## Records to process

'''

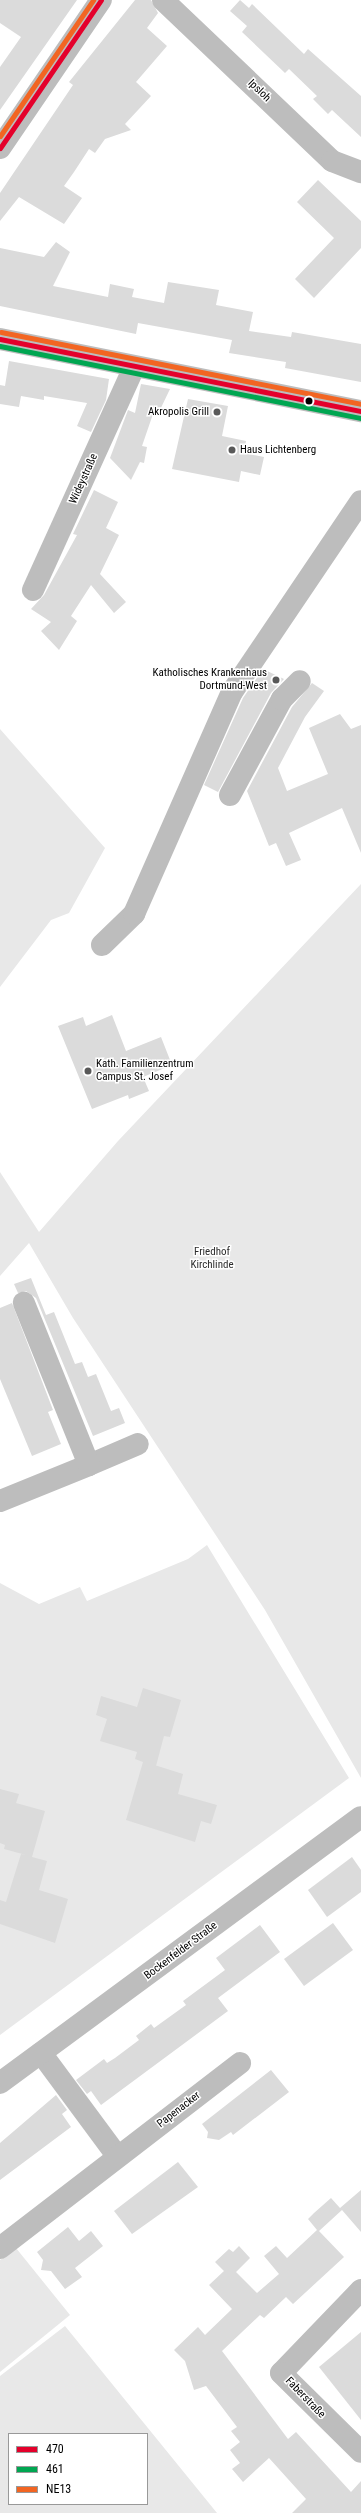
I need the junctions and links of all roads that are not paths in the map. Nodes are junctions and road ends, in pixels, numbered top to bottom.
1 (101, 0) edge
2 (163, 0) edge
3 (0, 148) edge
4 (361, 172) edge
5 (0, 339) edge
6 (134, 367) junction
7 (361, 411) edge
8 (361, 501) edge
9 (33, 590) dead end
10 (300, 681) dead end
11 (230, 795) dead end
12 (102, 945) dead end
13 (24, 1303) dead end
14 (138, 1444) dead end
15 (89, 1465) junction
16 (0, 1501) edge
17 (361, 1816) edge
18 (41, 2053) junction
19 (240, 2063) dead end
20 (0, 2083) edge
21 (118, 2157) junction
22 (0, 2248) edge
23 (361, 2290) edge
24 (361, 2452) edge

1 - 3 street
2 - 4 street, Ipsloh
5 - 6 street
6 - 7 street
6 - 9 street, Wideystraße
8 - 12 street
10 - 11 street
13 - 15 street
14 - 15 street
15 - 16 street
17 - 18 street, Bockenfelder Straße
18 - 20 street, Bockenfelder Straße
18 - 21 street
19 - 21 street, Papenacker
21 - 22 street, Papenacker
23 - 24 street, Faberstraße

'''

## About this exercise
Repeat the entries word for word and skip the pictures.

## Task answer
I need the junctions and links of all roads that are not paths in the map. Nodes are junctions and road ends, in pixels, numbered top to bottom.
1 (101, 0) edge
2 (163, 0) edge
3 (0, 148) edge
4 (361, 172) edge
5 (0, 339) edge
6 (134, 367) junction
7 (361, 411) edge
8 (361, 501) edge
9 (33, 590) dead end
10 (300, 681) dead end
11 (230, 795) dead end
12 (102, 945) dead end
13 (24, 1303) dead end
14 (138, 1444) dead end
15 (89, 1465) junction
16 (0, 1501) edge
17 (361, 1816) edge
18 (41, 2053) junction
19 (240, 2063) dead end
20 (0, 2083) edge
21 (118, 2157) junction
22 (0, 2248) edge
23 (361, 2290) edge
24 (361, 2452) edge

1 - 3 street
2 - 4 street, Ipsloh
5 - 6 street
6 - 7 street
6 - 9 street, Wideystraße
8 - 12 street
10 - 11 street
13 - 15 street
14 - 15 street
15 - 16 street
17 - 18 street, Bockenfelder Straße
18 - 20 street, Bockenfelder Straße
18 - 21 street
19 - 21 street, Papenacker
21 - 22 street, Papenacker
23 - 24 street, Faberstraße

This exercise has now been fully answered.